DIABOLO

Résumé: Garp et Sengoku profitent du crépuscule pour se détendre sur la terrasse d'un bar portuaire, un verre de saké dans la main de l'un, un diabolo pour l'autre.

Friendship. One Shot (OS).


Le soleil était en train de continuer sa route, imperturbable, derrière les collines de l'île. Le bout de terre était baigné d'une couleur orangée apaisante. La population présente profitait de la chaleur de l'été pour se promener sur le port ou pique-niquer en famille dans les parcs publics. L'île, proche de la plus grande base de la Marine -c'est-à-dire Marineford- était réputée pour sa quiétude. Il n'était pas rare de voir les soldats, de tout grade, déambuler dans leurs tenues civiles afin de profiter du calme de l'île. De nombreux soldats avaient d'ailleurs élus domicile sur l'île plutôt que dans les quartiers de la base navale, afin de rester proche de leur famille.
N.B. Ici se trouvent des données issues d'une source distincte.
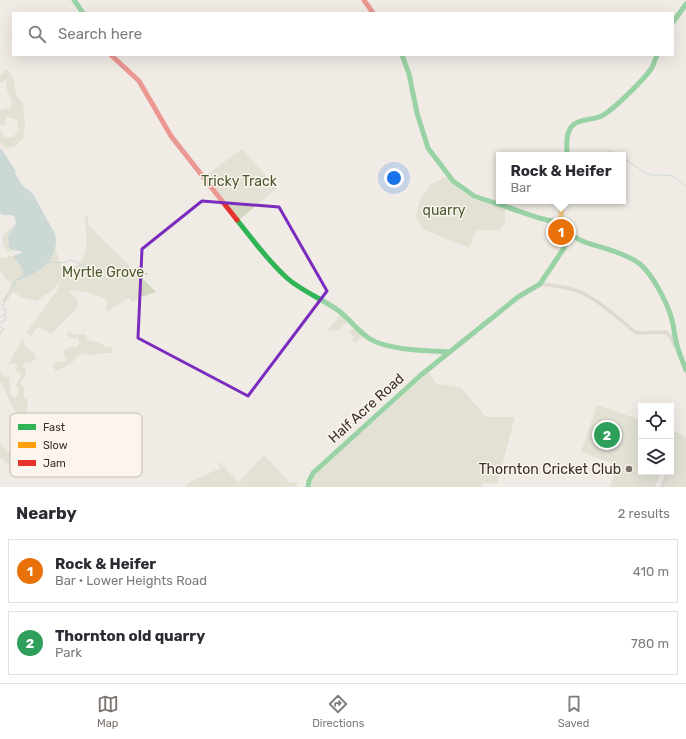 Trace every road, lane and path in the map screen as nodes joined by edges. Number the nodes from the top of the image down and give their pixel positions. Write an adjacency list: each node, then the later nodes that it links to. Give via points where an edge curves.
1 (74, 0): 4 (street)
2 (364, 0): 5 (street)
3 (686, 4): 6 (street)
4 (82, 12)
5 (372, 12)
6 (674, 21)
7 (112, 56): 18 (street, via 139,81 171,136 282,274 346,316 370,339 397,348)
8 (402, 56): 11 (street, via 428,148 461,188 480,199)
9 (657, 56): 10 (street, via 651,69 615,107 600,117 573,125 568,133)
10 (567, 152)
11 (496, 204)
12 (497, 204): 14 (street)
13 (562, 204): 14 (street)
14 (560, 223): 15 (street)
15 (569, 232): 16 (street, via 564,248); 17 (street, via 580,241 622,254 645,270 672,318)
16 (540, 284): 17 (street, via 582,292 637,333 666,332); 19 (street, Half Acre Road, via 518,297)
17 (679, 351): 21 (street)
18 (438, 352): 19 (street); 20 (street)
19 (449, 352): 20 (street, Half Acre Road)
20 (440, 360): 23 (street, Half Acre Road, via 313,473)
21 (686, 370)
22 (666, 477): 24 (street)
23 (308, 487)
24 (662, 487) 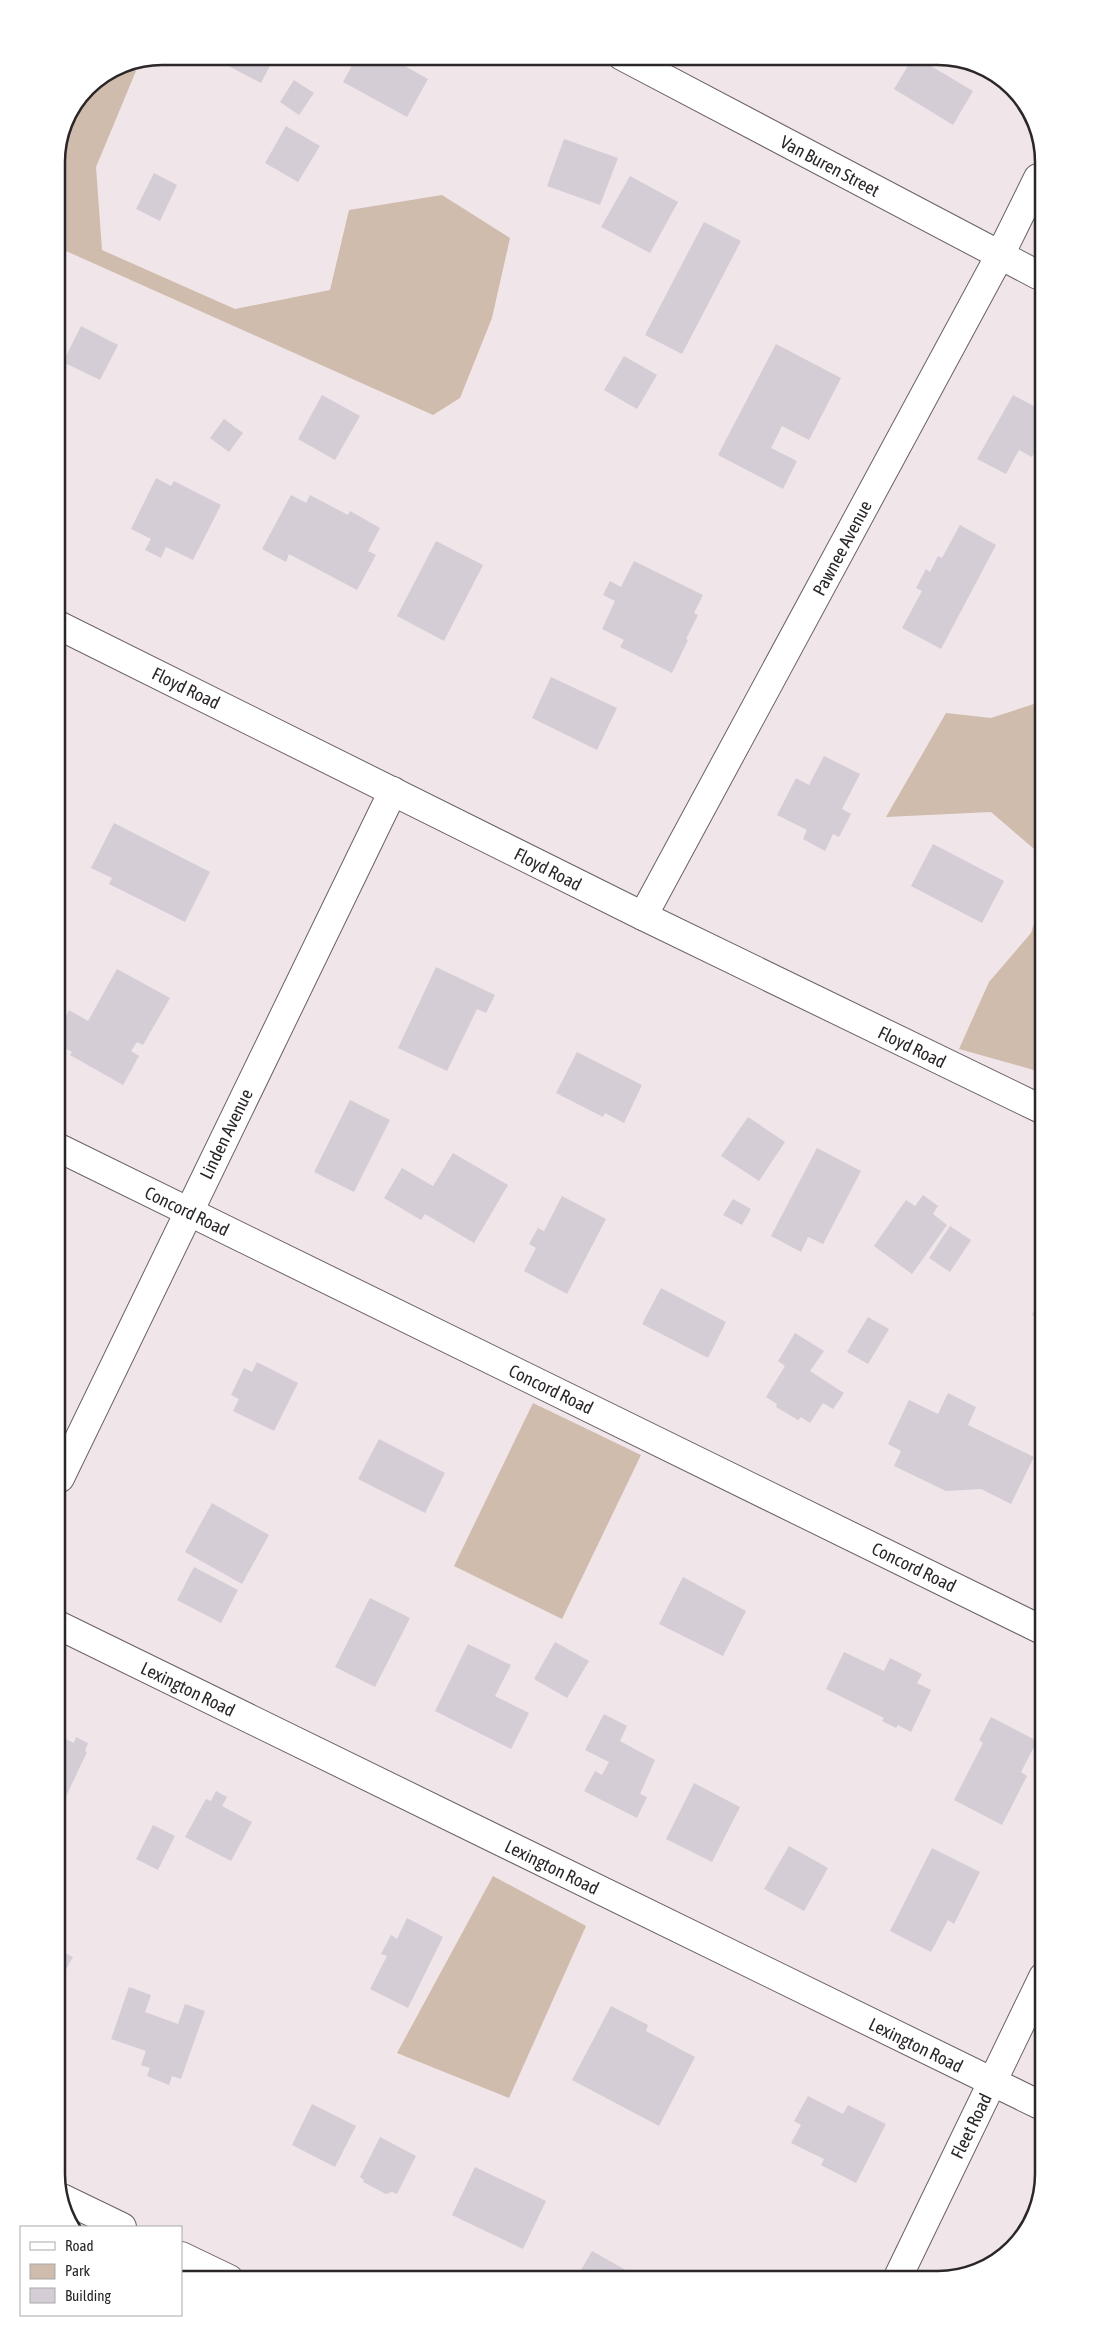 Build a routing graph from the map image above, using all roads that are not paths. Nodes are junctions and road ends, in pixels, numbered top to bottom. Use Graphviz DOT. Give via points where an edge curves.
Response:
graph roads {
  1 [pos="639,65"];
  2 [pos="1035,184"];
  3 [pos="1000,254"];
  4 [pos="1035,273"];
  5 [pos="65,628"];
  6 [pos="392,791"];
  7 [pos="643,916"];
  8 [pos="1035,1106"];
  9 [pos="65,1151"];
  10 [pos="189,1211"];
  11 [pos="65,1468"];
  12 [pos="1035,1627"];
  13 [pos="65,1628"];
  14 [pos="1035,1993"];
  15 [pos="992,2082"];
  16 [pos="1035,2103"];
  17 [pos="69,2201"];
  18 [pos="120,2226"];
  19 [pos="182,2256"];
  20 [pos="212,2271"];
  21 [pos="900,2271"];
  1 -- 3 [label="street, Van Buren Street"];
  2 -- 3 [label="street, Pawnee Avenue"];
  3 -- 4 [label="street, Van Buren Street"];
  3 -- 7 [label="street, Pawnee Avenue"];
  5 -- 6 [label="street, Floyd Road"];
  6 -- 7 [label="street, Floyd Road"];
  6 -- 10 [label="street, Linden Avenue"];
  7 -- 8 [label="street, Floyd Road"];
  9 -- 10 [label="street, Concord Road"];
  10 -- 11 [label="street, Linden Avenue"];
  10 -- 12 [label="street, Concord Road"];
  13 -- 15 [label="street, Lexington Road"];
  14 -- 15 [label="street, Fleet Road"];
  15 -- 16 [label="street, Lexington Road"];
  15 -- 21 [label="street, Fleet Road"];
  17 -- 18 [label="street"];
  19 -- 20 [label="street"];
} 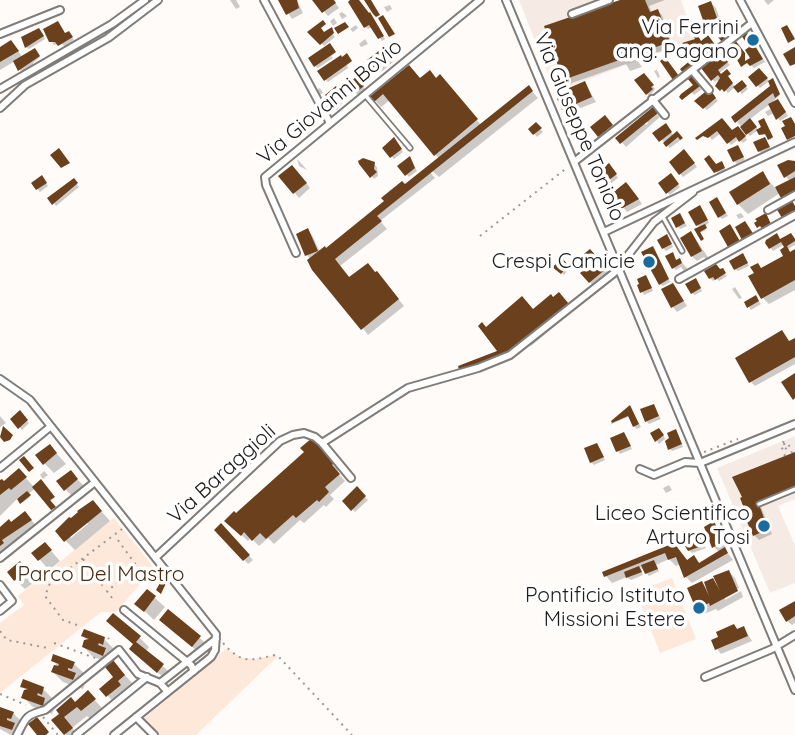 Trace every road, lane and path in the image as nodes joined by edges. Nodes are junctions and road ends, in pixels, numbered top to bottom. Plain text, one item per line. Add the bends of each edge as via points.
1 (145, 0) edge
2 (158, 0) edge
3 (264, 0) edge
4 (480, 0) edge
5 (506, 0) edge
6 (609, 0) edge
7 (740, 0) edge
8 (60, 10) dead end
9 (572, 14) dead end
10 (752, 23) junction
11 (0, 34) edge
12 (692, 69) junction
13 (22, 75) junction
14 (27, 84) junction
15 (0, 89) edge
16 (709, 90) dead end
17 (365, 94) junction
18 (652, 99) junction
19 (795, 103) edge
20 (0, 108) edge
21 (665, 115) dead end
22 (330, 123) junction
23 (795, 142) edge
24 (410, 148) dead end
25 (574, 162) junction
26 (693, 192) junction
27 (795, 195) edge
28 (768, 211) dead end
29 (662, 215) junction
30 (795, 215) edge
31 (604, 232) junction
32 (480, 236) dead end
33 (682, 251) dead end
34 (296, 253) dead end
35 (618, 268) junction
36 (679, 279) dead end
37 (0, 379) edge
38 (795, 424) edge
39 (50, 426) junction
40 (322, 443) junction
41 (789, 454) joint
42 (700, 463) junction
43 (0, 468) edge
44 (640, 469) dead end
45 (351, 478) dead end
46 (95, 482) junction
47 (795, 489) edge
48 (759, 503) dead end
49 (124, 527) dead end
50 (114, 535) junction
51 (156, 557) junction
52 (0, 558) edge
53 (83, 558) junction
54 (0, 585) edge
55 (107, 591) junction
56 (112, 598) dead end
57 (124, 610) dead end
58 (0, 611) edge
59 (77, 625) dead end
60 (0, 631) edge
61 (795, 635) edge
62 (227, 636) dead end
63 (218, 640) junction
64 (54, 643) dead end
65 (777, 646) junction
66 (48, 648) dead end
67 (95, 658) dead end
68 (187, 663) junction
69 (194, 671) junction
70 (146, 677) junction
71 (705, 677) dead end
72 (160, 683) junction
73 (795, 690) edge
74 (167, 691) junction
75 (0, 694) edge
76 (26, 705) dead end
77 (41, 714) dead end
78 (136, 717) junction
79 (17, 735) edge
80 (58, 735) edge
81 (76, 735) edge
82 (114, 735) edge
83 (154, 735) edge
84 (352, 735) edge

1 - 13 street
2 - 14 street via 108,38
3 - 22 street
4 - 17 street, Via Giovanni Bovio
5 - 25 street, Via Giuseppe Toniolo
6 - 9 street
7 - 10 street
8 - 11 street
10 - 12 street
10 - 19 street
12 - 16 street
12 - 18 street
13 - 14 street
13 - 15 street
14 - 20 street
17 - 22 street, Via Giovanni Bovio
17 - 24 lane
18 - 21 street
18 - 25 street
22 - 34 street, Via Giovanni Bovio via 265,179
23 - 26 street
25 - 31 street, Via Giuseppe Toniolo
25 - 32 path
26 - 29 street
26 - 31 street
27 - 28 street
29 - 33 lane
29 - 35 street
30 - 36 street
31 - 35 street, Via Giuseppe Toniolo
35 - 40 street via 510,355 408,388
35 - 42 street, Via Giuseppe Toniolo
37 - 39 street via 27,398
38 - 42 street
39 - 43 street
39 - 46 street
40 - 45 street
40 - 51 street, Via Baraggioli via 304,433 280,441
41 - 41 path via 788,443 784,443 781,445
42 - 44 street via 685,462 654,475
42 - 65 street, Via Giuseppe Toniolo
46 - 51 street
46 - 52 street
47 - 48 lane
49 - 50 path
50 - 53 path
50 - 55 path via 135,568
51 - 63 street
53 - 55 path via 91,569 88,571
53 - 59 path via 50,583 45,596 63,620
54 - 58 street via 12,600
55 - 56 path
57 - 68 street
60 - 66 path via 7,640
61 - 65 street
62 - 63 path
63 - 68 street
63 - 69 street via 214,654
63 - 84 path via 242,659 278,656
64 - 67 path
65 - 71 street
65 - 73 street, Via Giuseppe Toniolo
68 - 69 street
68 - 72 street
69 - 74 street
70 - 72 street
70 - 79 street via 137,673 119,650 45,710 23,721
70 - 81 street
72 - 74 street
74 - 78 street
75 - 76 path
77 - 80 path
78 - 82 street
78 - 83 street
Ce n'est pas le cas de Garp et Sengoku qui, malgré eux, passaient plus de temps enfermés dans leur bureau respectif à traiter un amoncellement de papiers administratifs tous plus soporifiques les uns que les autres. Ils profitent donc des rares occasions comme celle-ci pour se détendre à la terrasse de leur bar favoris, le Mobydick. Garp ricanait à chaque fois qu'il proposait à son vieil ami d'aller y boire un verre. Sengoku faisait toujours les gros yeux, pensant au navire de l'empereur Barbe Blanche. Le gérant du bar avait d'ailleurs eu pas mal de soucis puisque des hauts gradés lui avaient, à maintes reprises, sommé de changer le nom de son établissement. Rien à faire, le gérant trouvait la blague tellement drôle -surtout sur une île occupée par une majorité de soldats et de familles de militaires- qu'il refusait catégoriquement de changer de nom. Soit.

Garp et Sengoku étaient donc attablés depuis une bonne demie heure sur la même table que d'habitude, Sengoku savourant la chaleur des derniers rayons de soleil, Garp faisant des bulles dans son diabolo fraise. Les instants de silence entre eux n'étaient pas gênants, bien au contraire, les vieux amis se connaissaient tellement qu'ils savaient quand se taire.

Un ballon vient frapper le crâne de l'amiral en chef de la Marine. Surpris, Garp en avala de travers son diabolo fraise quand il vit la bosse qui se formait sur le crâne de son camarade. Sengoku ne broncha pas. Il se retourna lentement, se leva, attrapa le ballon et le relança avec douceur au jeune garçon qui était pétrifié de terreur. La petite sœur du garçon rattrapa le ballon, se pencha pour remercier l'amiral et entraîna avec elle son frère qui n'arrivait plus à faire le moindre mouvement, apeuré. Il avait évidemment reconnu l'amiral en chef. Sengoku se massa tranquillement le crâne à l'emplacement de la nouvelle bosse qui allait l'accompagner pendant au moins deux jours. Il sourit et se rassit. Il positionna sa chaise de façon à regarder les deux enfants jouer.

Ils étaient certainement à peine âgés de 8 ans. Sengoku aperçut un peu plus loin les parents des enfants assis sur une nappe parfaitement repassée. Le père de famille avait arrêté de faire ses grillades pour sermonner son fils. La femme, âgée d'une trentaine d'année, avait une magnifique robe à fleur. Elle essayait de faire passer les cornichons, les tomates et le jambon dans un même morceaux de pain, tout en regardant avec amusement les deux enfants faire la moue en face de leur père. Il ne fallut que quelques minutes pour que la famille reprenne ses habitudes. Le cochon embroché tourna de nouveau sur lui-même, à quelques centimètres d'un feu de bois. Le père s'occupait à la fois des grillades de la main droite et du cochon de la main gauche, tout en sifflotant une chanson de vieux loup de mer. La femme sortit du sac un paquet de brioches et y apposa de la confiture de fraise. Les deux enfants étaient partis quelques mètres plus loin, à l'écart des adultes, pour reprendre leur séance de tirs.

Sengoku était ému par cette scène pourtant banale. Il se retourna vers son ami de toujours qui essayait de maîtriser la force des bulles pour qu'elles ne débordent pas du verre. Sengoku soupira. Garp ne changerait donc jamais. L'amiral en chef replaça sa chaise pour faire dos à la famille et se retrouver en face des collines. Le soleil n'était presque plus visible et la température avait légèrement chutée. Il prit son verre de saké et l'emmena à ses lèvres. Il essaya de ne plus penser au fait que, ni lui ni son vieil ami ne vivraient jamais la scène qui se déroulait dans son dos. Son cœur se serra.